КН Получается, он полностью отказывается от музыки как «костылей»?
ОН В отличие от общепринятого «голливудского» направления, где музыка всегда поддерживала изображение, он стал использовать контрапунктический метод, с которого начинался советский звуковой кинематограф. Когда звук и музыка резко не совпадали со зрительными образами и диалогами, придавая фильму новое содержание.
Его сочинения перестают быть «композициями». К ним теперь скорее применим термин «бриколаж», введенный Клодом Леви-Строссом и Владимиром Мартыновым. Он становится гением потока, его музыка возвращает слушателя в «исходное» состояние, и он поселяет ее в разных фильмах, до тех пор пока тема окончательно не воплотится, не станет суммарно точной и рельефной.
Музыка требует выхода, постоянно слышится внутри – только это важно, только ей нужно соответствовать. Меняются фильмы и режиссеры, жанры и задачи, меняется жизнь вокруг, но пока та тема, что звучит внутри, не обретет окончательное воплощение – в трех, в пяти, неважно, в десяти фильмах – не станет суммарно точной и рельефной, покоя не будет. На него будут обижаться, от него будут отказываться, выбрасывать в окно – бесполезно.
Эти многочисленные перевоплощения идеально ощущаются в пространстве как соединение оригинальных фонограмм, по методу взаимодействия бильярдных шаров. Одиннадцать сквозных линий, одиннадцать векторов в его творческой судьбе.
КН Мне очень понравилась ваша фраза: «Музыка, которая требует выхода». Как вы думаете, это тяжело, больно? Или это настолько невероятно, что даже хорошо?
ОН Ну, представьте себе, для него ничего не важно. Ему не важен жанр фильма, сценарии он не читает. Он просто пишет, иногда смотрит смонтированный материал, иногда даже его не смотрит. По его собственному выражению, он пишет музыку по глазам режиссера, исходя из контекста сегодняшнего дня.
КН Когда я смотрела сайт Дягилевского фестиваля, обратила внимание на плашку «выставка-концерт» около названия. Это как?
ОН Это аудиовизуальный перформанс. И звуковая инсталляция, то, о чем я рассказывал, и, конечно, визуальная составляющая, которая в основном идет до начала, до того, как музыка зазвучит. То есть, сколь мы отделяем музыку от кадра, в момент звучания музыки мы должны раскрывать по максимуму способность человека слушать и слышать. Может, я не очень хорошо объясняю…
КН Нет-нет, все прекрасно! У меня как раз есть вопрос про необходимость объяснений. Очень часто перед мероприятиями и концертами читают лекции, устраивают встречи с создателями. Как вы считаете, это помогает или мешает?

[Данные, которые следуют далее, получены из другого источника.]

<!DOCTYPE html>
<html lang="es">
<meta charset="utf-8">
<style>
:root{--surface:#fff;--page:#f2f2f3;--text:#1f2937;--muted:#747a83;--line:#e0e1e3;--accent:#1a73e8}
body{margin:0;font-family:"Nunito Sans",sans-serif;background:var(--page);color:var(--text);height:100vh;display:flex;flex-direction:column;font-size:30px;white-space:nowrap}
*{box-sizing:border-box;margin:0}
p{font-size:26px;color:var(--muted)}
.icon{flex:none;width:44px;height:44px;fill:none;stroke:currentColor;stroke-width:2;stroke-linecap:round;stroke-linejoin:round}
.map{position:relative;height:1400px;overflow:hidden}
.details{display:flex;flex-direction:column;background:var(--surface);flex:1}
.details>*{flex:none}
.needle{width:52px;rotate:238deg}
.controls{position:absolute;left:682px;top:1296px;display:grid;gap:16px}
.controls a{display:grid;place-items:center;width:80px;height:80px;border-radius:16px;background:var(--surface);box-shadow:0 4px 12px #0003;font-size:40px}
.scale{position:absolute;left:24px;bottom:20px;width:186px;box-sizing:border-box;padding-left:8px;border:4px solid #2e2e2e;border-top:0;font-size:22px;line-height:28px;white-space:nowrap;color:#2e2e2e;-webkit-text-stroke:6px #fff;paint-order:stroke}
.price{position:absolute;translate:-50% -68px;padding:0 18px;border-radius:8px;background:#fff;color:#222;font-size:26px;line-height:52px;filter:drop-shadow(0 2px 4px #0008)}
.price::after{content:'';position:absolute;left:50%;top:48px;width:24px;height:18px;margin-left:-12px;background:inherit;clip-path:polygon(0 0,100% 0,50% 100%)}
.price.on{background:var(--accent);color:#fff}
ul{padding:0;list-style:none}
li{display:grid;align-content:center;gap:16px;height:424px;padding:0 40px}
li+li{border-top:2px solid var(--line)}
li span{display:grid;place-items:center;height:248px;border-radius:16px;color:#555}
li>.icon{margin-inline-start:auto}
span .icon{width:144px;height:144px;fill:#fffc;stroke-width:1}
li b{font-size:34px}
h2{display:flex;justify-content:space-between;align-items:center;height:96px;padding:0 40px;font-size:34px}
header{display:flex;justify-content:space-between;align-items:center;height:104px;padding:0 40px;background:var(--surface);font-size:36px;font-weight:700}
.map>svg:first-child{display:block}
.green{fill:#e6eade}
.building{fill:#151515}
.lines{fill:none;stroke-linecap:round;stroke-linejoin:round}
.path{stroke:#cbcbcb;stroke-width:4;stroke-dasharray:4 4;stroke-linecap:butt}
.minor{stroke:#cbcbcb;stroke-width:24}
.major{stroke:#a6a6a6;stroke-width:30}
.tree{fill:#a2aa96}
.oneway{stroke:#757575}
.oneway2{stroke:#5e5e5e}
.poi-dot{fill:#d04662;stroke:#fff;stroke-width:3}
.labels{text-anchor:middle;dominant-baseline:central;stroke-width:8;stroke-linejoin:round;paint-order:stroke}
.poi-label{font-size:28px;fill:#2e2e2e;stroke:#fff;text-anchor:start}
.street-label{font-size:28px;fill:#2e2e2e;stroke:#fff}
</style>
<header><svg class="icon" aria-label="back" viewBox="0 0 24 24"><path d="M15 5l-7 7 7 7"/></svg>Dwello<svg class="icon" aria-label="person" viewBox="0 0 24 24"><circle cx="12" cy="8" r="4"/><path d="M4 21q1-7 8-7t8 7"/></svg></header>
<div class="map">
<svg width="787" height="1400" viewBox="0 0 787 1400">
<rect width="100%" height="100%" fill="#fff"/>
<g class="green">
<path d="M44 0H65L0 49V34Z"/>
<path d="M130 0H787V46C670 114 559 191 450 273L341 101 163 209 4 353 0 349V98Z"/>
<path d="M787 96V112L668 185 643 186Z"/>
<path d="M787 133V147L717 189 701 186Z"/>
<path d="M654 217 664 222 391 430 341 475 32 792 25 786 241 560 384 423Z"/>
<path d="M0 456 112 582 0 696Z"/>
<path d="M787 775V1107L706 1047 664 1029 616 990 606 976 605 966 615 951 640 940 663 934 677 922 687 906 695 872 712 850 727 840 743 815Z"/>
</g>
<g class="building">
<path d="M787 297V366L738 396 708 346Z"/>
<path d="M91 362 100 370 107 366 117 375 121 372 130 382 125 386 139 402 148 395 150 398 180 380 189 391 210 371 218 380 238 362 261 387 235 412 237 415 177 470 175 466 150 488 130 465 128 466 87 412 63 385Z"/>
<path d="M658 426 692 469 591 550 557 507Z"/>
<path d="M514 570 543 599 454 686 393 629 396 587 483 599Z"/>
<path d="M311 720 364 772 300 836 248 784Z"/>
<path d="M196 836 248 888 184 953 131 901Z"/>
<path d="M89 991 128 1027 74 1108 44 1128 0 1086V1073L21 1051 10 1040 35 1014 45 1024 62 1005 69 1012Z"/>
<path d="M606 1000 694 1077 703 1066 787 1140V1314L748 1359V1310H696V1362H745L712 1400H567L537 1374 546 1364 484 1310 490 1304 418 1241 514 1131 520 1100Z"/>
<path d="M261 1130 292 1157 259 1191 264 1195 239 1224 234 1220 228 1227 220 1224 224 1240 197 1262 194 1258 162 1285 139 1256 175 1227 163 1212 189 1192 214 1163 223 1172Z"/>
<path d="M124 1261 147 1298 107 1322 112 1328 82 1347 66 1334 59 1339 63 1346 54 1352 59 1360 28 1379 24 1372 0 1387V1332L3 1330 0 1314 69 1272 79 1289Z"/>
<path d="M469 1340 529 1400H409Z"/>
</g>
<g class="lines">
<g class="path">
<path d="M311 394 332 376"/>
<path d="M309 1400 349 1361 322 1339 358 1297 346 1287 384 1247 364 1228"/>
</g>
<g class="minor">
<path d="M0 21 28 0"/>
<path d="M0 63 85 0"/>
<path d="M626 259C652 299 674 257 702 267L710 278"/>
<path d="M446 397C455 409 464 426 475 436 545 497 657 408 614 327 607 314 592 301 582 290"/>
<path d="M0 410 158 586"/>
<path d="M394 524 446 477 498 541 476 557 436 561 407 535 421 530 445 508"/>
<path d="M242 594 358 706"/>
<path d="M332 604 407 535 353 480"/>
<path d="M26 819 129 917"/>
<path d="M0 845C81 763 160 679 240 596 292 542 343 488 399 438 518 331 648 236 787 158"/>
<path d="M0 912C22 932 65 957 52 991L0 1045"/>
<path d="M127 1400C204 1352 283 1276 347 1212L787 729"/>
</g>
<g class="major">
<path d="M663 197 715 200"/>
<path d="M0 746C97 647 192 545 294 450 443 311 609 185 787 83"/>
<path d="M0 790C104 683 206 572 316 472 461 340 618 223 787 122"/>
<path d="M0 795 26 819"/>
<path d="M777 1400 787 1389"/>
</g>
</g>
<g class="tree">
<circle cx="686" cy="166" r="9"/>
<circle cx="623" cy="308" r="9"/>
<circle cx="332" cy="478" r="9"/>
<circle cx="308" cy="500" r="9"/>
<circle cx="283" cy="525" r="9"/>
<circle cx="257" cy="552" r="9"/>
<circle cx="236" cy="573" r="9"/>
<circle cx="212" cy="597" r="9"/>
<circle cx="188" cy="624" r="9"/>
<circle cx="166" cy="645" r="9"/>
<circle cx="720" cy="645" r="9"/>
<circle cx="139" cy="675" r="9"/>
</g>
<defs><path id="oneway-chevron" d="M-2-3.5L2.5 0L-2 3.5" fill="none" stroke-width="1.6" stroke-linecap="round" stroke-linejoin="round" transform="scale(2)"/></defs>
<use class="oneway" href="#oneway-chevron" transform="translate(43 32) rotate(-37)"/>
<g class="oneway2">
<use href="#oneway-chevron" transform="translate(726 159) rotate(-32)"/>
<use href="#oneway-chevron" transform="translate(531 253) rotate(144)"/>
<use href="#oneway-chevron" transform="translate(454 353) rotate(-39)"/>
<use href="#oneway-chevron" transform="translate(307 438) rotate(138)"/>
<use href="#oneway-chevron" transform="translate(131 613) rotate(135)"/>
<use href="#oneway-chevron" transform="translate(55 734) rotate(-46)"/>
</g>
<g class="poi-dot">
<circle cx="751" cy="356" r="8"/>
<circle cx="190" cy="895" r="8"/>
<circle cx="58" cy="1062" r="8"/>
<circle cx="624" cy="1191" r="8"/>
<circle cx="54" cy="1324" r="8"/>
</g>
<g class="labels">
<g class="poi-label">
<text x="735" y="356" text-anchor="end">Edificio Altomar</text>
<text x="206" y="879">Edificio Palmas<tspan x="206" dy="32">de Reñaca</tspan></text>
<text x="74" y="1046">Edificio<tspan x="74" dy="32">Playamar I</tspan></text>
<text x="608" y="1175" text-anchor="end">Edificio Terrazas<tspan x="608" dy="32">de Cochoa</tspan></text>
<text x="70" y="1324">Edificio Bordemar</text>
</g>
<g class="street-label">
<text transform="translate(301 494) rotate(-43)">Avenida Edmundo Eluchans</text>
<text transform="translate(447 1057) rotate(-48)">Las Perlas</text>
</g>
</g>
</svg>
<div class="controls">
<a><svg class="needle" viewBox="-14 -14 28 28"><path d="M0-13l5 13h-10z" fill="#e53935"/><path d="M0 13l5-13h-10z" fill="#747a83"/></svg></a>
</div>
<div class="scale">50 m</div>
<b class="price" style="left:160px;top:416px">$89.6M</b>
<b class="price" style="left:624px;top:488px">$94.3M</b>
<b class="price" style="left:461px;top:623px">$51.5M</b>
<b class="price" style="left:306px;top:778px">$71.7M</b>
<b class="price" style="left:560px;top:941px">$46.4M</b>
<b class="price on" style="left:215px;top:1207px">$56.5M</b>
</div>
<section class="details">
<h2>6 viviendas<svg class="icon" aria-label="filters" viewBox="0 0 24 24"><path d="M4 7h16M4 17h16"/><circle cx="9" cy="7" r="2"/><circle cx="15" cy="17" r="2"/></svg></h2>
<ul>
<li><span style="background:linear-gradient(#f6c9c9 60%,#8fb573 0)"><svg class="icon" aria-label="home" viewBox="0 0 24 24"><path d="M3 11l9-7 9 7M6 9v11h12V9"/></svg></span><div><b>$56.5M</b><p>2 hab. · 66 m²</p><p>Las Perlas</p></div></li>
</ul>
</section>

ОН Есть два подхода. Когда я учился в институте связи, учебный процесс в конце 1970-х был несовершенен. Мы делали лабораторные работы по каким-то темам, а лекции нас «догоняли» спустя несколько месяцев. Мы ничего не понимали, а потом вдруг нам рассказывали, почему и как все устроено. Нам было дико интересно! Это как, посмотрев какую-то историческую картину, все залезают в интернет. Это один подход. Другой подход – когда человек сознательно хочет себя подготовить, хочет создать какую-то внутри систему координат, которая поможет и направит. Как в путешествии: ты можешь почитать про место, куда собрался, а потом отправиться в него. А можешь ткнуть пальцем в карту, пойти куда глаза глядят, и, естественно, тебя ноги выведут к тем главным достопримечательностям. Будут великие сюрпризы и открытия, и потом ты уже дрожащими руками найдешь это, прочитаешь о том, что предстало перед твоими глазами. Это как дать место, возможность игре. Когда ты просто открываешь все свои, так сказать, поры и воспринимаешь мир таким, какой он есть. Я так с академической музыкой познакомился, именно таким способом.
КН Серьезно?
ОН Да, после пятидесяти лет начал слушать академическую музыку. До этого я слушал музыку иную, и вот в пятьдесят я для себя открыл целый океан. На блошиных рынках европейских городов скупал виниловые пластинки. И ничего не понимал порой про исполнителя, про композитора. Это была настоящая охота. Я привозил в чемодане пластинки, что-то слушал каждый день, что-то откладывал в дальний угол. Что в познании главное? Информация? Или нечто иное? Взрослый человек не должен терять детскую способность открывать мир.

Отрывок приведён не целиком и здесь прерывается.